TASK TO COMPLETE = Locate each line in the records containing "Autumn". Copy it.

-------

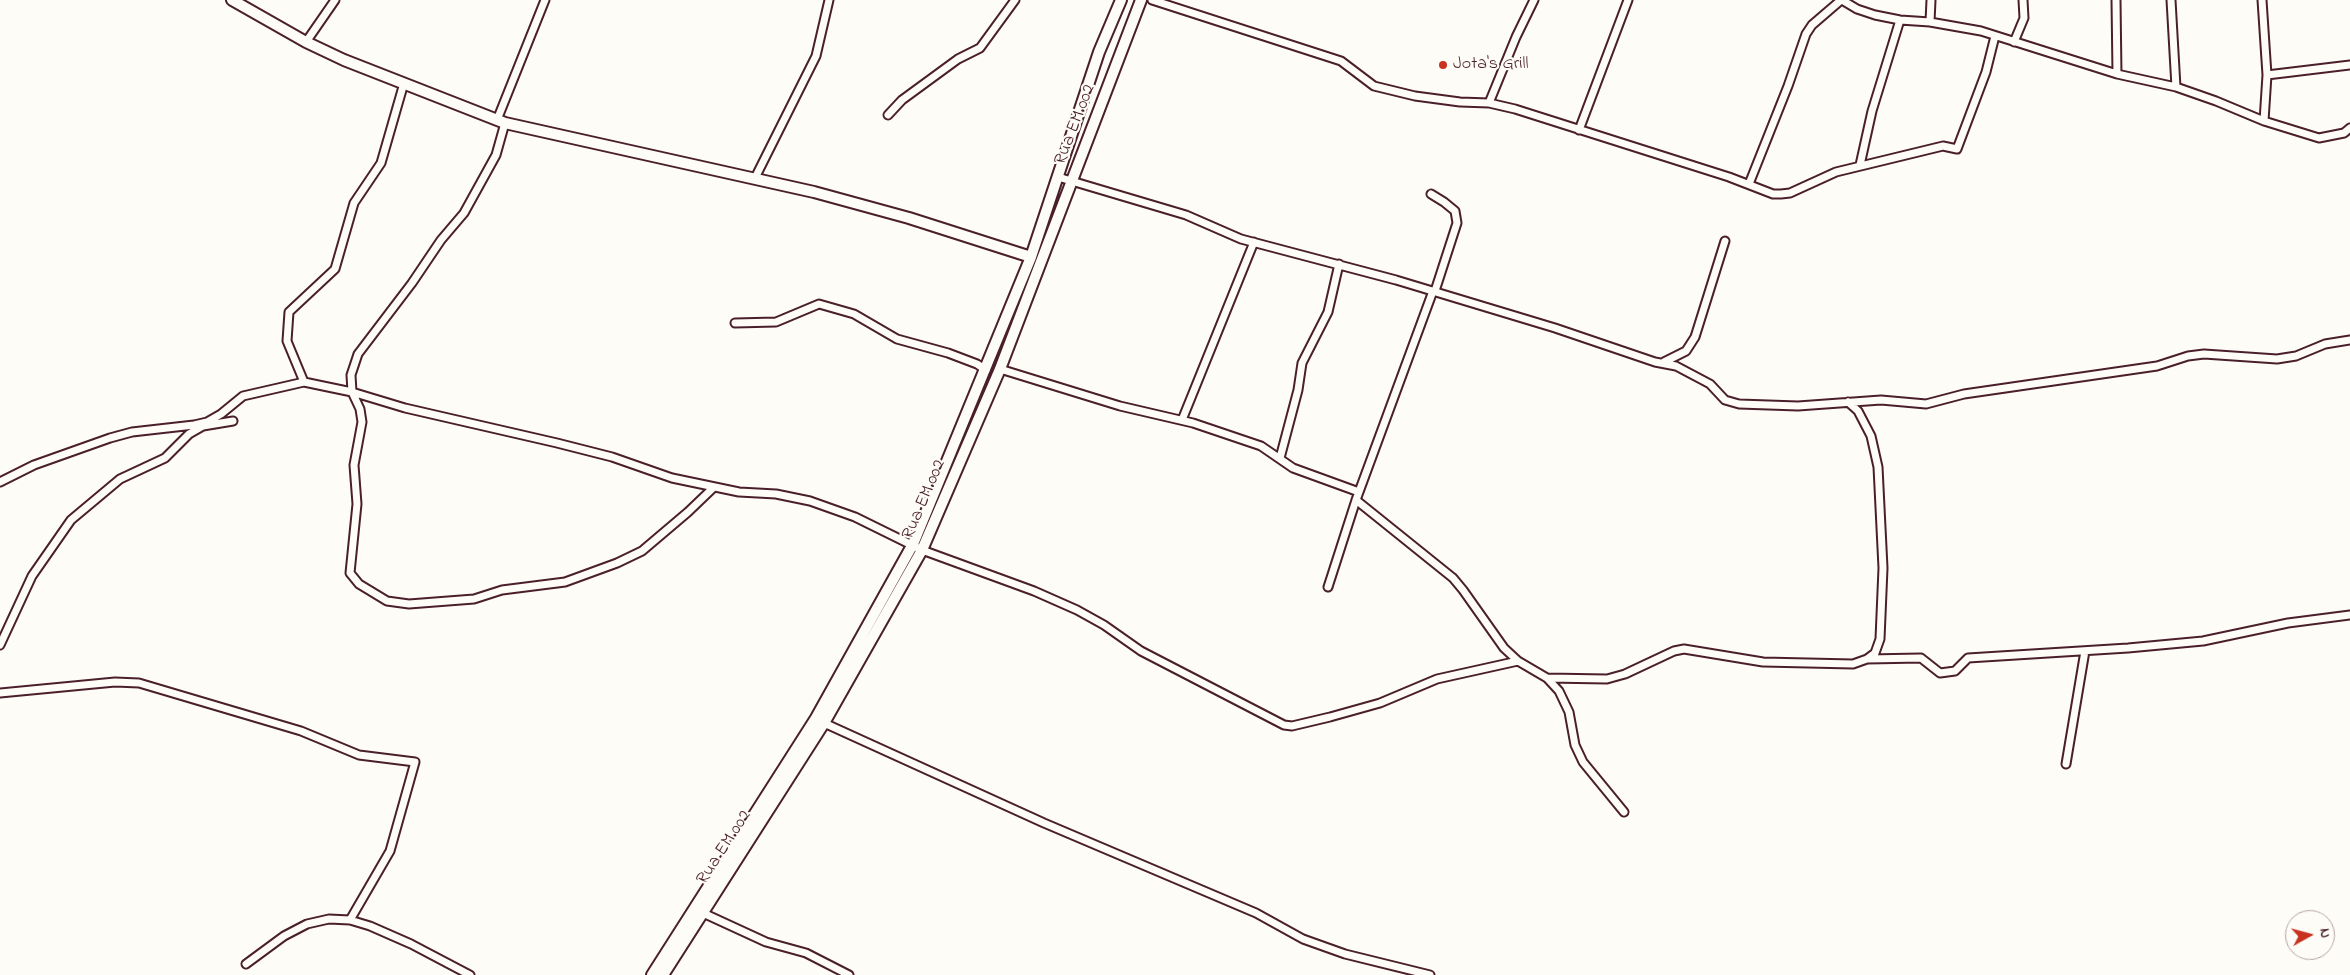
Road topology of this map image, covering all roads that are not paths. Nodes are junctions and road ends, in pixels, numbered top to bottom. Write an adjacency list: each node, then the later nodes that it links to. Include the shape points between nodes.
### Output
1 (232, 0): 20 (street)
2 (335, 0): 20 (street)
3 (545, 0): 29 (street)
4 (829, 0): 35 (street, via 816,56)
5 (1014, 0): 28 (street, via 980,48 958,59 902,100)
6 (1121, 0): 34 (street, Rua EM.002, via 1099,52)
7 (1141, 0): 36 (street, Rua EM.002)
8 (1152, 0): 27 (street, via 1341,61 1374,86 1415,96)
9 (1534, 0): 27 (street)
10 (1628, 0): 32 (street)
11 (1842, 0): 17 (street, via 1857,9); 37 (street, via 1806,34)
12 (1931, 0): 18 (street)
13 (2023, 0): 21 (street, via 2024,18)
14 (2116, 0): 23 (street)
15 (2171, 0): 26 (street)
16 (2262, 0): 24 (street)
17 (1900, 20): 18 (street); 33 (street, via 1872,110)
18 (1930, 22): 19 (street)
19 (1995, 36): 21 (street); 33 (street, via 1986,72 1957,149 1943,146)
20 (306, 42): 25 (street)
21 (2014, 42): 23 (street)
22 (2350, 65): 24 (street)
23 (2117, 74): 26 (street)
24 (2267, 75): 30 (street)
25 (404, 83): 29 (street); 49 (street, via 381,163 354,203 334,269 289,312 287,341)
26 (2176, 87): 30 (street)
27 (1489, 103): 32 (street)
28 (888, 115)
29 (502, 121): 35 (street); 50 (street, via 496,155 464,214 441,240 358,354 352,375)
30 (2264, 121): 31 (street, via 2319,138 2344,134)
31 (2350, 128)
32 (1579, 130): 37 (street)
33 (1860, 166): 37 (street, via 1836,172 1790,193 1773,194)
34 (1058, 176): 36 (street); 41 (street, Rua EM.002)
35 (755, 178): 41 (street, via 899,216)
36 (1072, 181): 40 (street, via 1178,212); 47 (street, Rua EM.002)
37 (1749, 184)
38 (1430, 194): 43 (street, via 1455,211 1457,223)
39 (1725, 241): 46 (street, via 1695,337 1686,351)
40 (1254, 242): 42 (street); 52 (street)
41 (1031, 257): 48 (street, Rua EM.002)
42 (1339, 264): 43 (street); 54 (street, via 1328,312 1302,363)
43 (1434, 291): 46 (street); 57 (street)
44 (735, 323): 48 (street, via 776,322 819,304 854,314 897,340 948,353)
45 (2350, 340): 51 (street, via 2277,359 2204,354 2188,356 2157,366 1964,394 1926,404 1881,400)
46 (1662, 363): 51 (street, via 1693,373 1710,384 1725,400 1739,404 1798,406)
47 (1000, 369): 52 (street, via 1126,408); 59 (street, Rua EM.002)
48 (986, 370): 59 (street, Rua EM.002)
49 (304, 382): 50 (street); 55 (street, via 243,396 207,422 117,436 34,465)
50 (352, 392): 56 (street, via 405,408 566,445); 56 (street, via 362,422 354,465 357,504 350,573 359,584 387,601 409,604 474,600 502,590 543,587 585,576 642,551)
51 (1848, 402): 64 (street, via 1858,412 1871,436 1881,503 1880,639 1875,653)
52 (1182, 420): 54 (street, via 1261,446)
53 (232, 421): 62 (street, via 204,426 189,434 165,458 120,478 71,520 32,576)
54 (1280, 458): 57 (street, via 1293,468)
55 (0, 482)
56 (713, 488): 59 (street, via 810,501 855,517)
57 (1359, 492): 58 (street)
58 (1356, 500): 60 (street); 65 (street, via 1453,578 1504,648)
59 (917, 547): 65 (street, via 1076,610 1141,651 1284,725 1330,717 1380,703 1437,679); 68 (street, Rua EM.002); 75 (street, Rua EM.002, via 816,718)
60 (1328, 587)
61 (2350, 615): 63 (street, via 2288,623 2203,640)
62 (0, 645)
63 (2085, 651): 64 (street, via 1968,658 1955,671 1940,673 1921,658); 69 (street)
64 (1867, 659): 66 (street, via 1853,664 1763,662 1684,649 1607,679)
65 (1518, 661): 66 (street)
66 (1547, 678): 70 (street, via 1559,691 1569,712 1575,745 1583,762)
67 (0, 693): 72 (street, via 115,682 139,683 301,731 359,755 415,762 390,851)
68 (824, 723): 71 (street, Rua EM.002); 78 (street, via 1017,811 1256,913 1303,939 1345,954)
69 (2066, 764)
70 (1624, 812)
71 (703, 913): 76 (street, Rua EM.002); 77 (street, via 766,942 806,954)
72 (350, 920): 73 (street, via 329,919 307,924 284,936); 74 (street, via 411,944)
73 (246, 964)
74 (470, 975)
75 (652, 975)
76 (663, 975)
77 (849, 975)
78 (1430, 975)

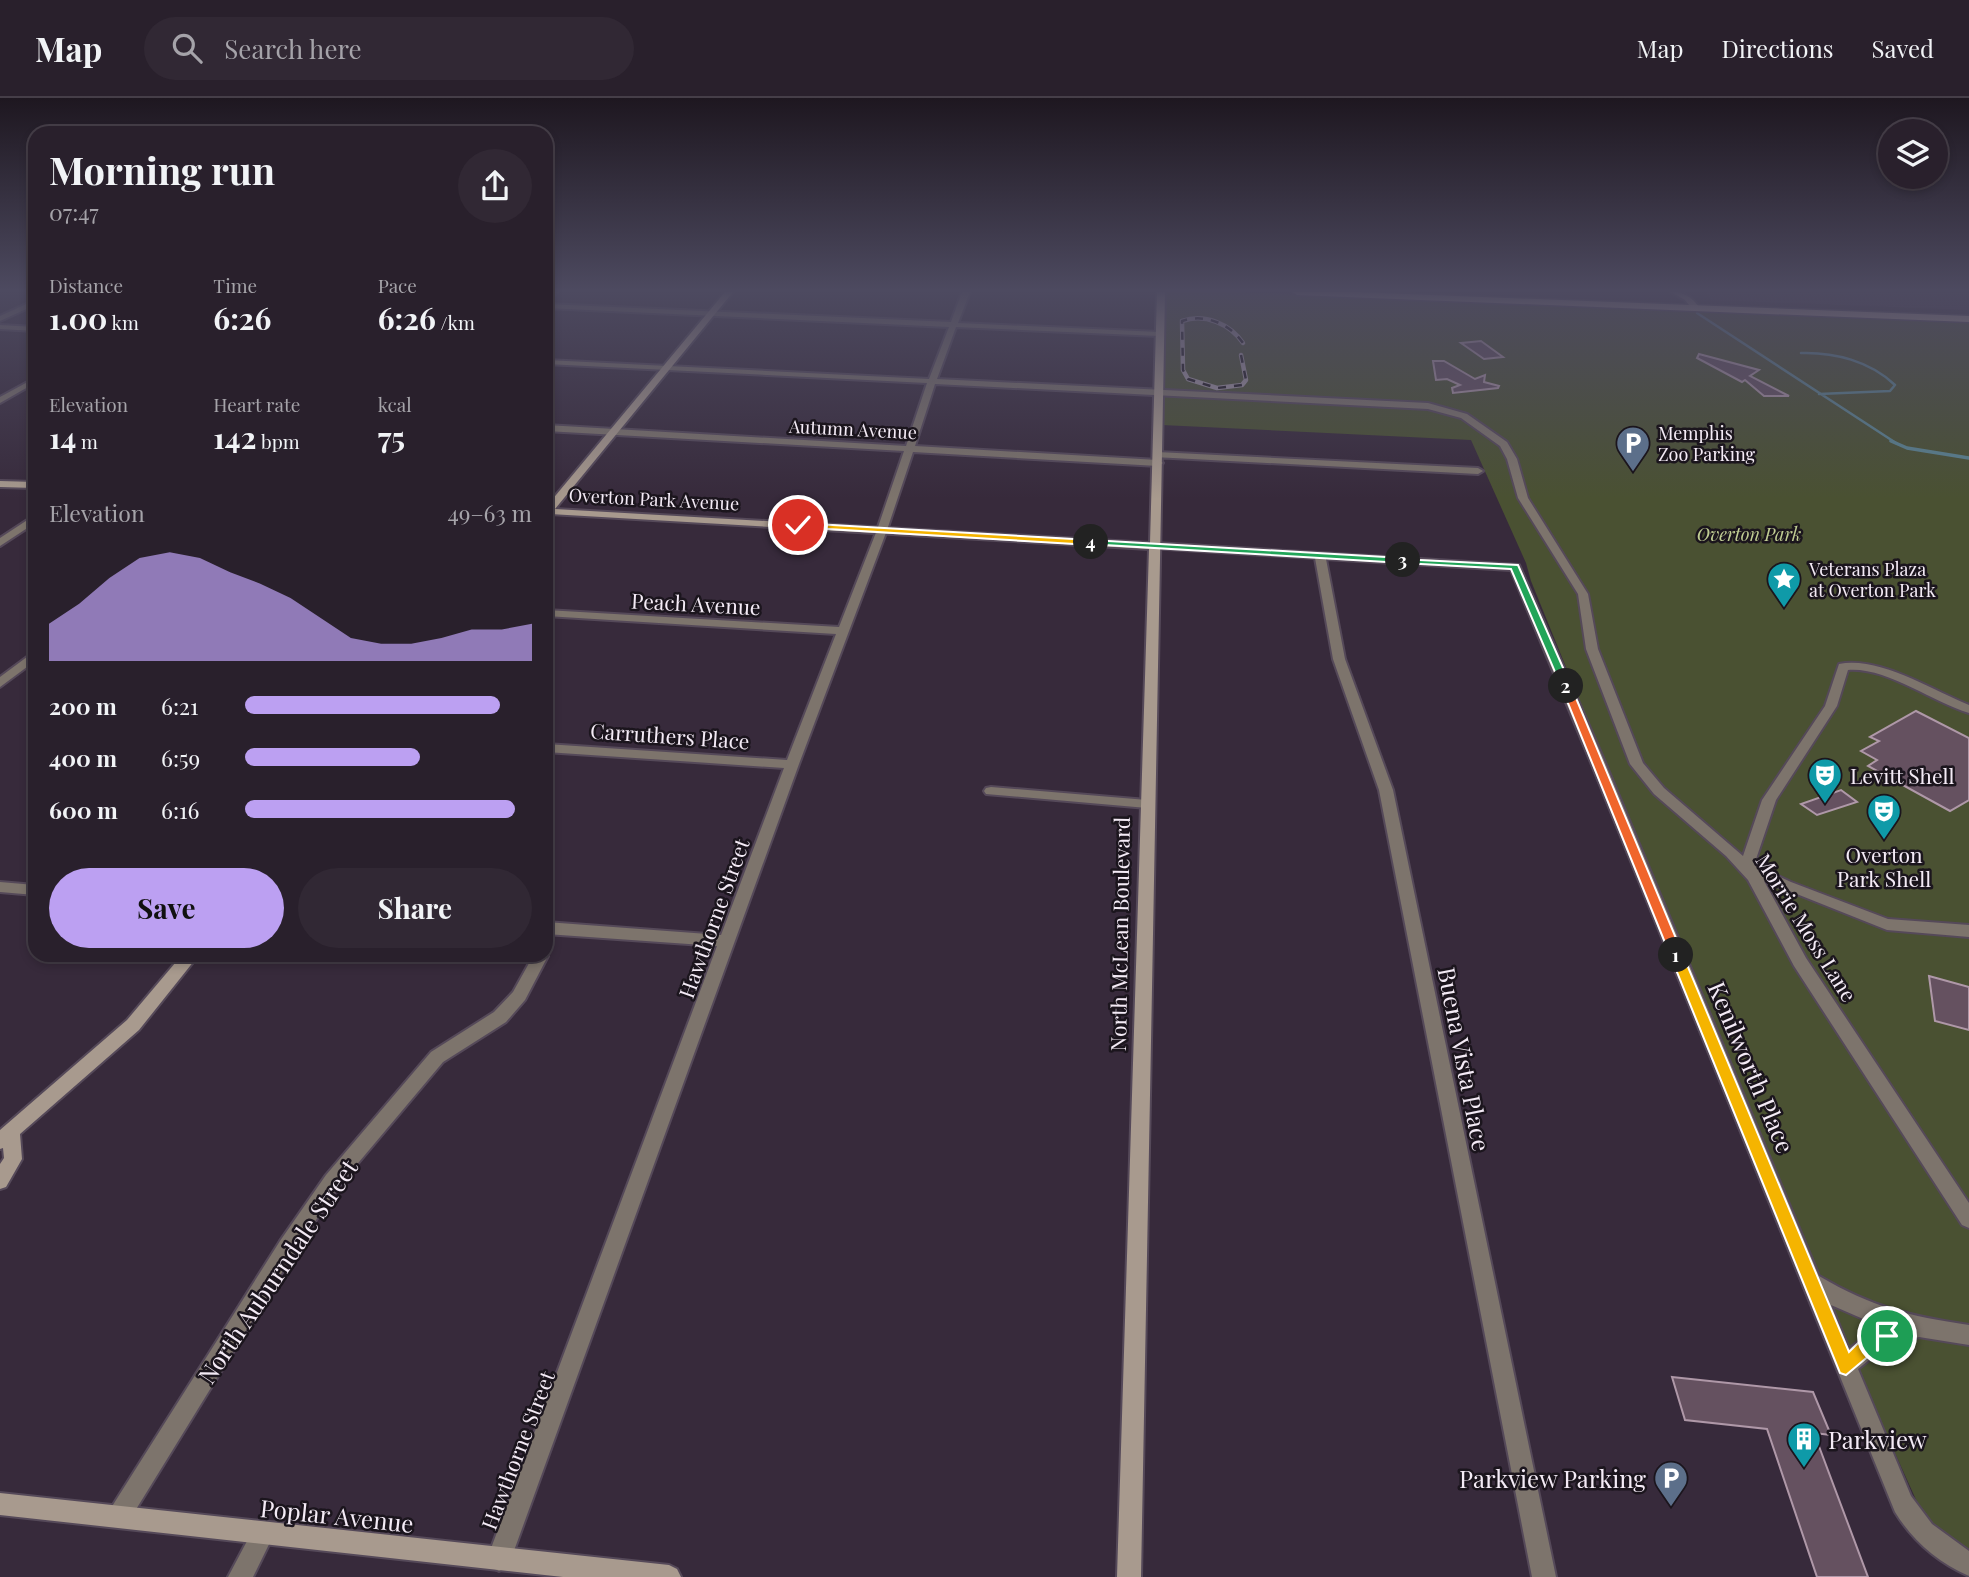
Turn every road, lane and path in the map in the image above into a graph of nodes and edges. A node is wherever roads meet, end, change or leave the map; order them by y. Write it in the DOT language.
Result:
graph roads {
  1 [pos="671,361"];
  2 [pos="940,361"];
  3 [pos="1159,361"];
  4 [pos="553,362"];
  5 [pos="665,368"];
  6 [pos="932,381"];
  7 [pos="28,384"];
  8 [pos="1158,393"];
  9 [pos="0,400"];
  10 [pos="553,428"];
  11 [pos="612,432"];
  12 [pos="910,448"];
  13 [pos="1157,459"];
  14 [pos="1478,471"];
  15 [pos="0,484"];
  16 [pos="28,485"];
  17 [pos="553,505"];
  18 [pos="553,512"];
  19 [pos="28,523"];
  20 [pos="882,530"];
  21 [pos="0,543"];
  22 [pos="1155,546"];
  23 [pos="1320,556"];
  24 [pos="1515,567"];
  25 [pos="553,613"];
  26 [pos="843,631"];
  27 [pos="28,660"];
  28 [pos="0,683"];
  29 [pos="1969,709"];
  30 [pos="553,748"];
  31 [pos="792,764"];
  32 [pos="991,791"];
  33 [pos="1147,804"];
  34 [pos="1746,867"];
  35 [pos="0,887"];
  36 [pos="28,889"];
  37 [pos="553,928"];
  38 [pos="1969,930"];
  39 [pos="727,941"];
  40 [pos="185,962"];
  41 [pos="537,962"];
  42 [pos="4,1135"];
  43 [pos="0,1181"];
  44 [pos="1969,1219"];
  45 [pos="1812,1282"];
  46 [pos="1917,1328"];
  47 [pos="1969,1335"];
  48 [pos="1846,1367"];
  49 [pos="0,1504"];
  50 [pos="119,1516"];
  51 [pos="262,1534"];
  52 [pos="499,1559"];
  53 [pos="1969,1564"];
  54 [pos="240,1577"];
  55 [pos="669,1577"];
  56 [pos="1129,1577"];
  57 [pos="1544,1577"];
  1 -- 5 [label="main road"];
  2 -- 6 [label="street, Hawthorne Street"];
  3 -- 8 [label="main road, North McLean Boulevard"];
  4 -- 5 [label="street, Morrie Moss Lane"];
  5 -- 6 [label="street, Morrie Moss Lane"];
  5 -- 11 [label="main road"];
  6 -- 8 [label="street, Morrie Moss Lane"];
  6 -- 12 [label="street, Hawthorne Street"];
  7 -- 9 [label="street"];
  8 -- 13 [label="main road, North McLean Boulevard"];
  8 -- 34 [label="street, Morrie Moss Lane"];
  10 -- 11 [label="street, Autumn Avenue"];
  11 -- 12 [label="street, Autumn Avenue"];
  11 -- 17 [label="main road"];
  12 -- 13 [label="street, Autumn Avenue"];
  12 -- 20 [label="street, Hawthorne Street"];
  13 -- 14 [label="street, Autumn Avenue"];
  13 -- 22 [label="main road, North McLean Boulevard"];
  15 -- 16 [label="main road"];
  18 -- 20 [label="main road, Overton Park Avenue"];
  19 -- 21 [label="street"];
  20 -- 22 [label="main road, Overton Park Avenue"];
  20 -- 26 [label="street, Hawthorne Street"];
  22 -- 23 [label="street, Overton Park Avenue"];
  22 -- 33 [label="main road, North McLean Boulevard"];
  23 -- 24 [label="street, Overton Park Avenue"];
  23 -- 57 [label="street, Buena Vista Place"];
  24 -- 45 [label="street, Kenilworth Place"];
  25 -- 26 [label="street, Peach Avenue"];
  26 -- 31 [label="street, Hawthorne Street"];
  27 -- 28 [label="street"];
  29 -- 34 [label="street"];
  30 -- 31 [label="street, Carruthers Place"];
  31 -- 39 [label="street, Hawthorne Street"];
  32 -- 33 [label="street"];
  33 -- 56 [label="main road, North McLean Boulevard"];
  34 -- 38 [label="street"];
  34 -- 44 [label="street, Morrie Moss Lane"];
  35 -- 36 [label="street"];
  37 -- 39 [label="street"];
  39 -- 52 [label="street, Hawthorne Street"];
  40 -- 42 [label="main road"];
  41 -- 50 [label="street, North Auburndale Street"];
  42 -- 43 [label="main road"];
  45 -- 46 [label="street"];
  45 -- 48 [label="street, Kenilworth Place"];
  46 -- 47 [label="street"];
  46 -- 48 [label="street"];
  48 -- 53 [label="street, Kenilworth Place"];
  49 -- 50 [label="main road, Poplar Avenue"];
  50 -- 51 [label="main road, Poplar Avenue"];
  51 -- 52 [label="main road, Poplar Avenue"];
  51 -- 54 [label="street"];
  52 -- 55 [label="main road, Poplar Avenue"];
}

-------

REPLY TO THE EXERCISE =
  10 -- 11 [label="street, Autumn Avenue"];
  11 -- 12 [label="street, Autumn Avenue"];
  12 -- 13 [label="street, Autumn Avenue"];
  13 -- 14 [label="street, Autumn Avenue"];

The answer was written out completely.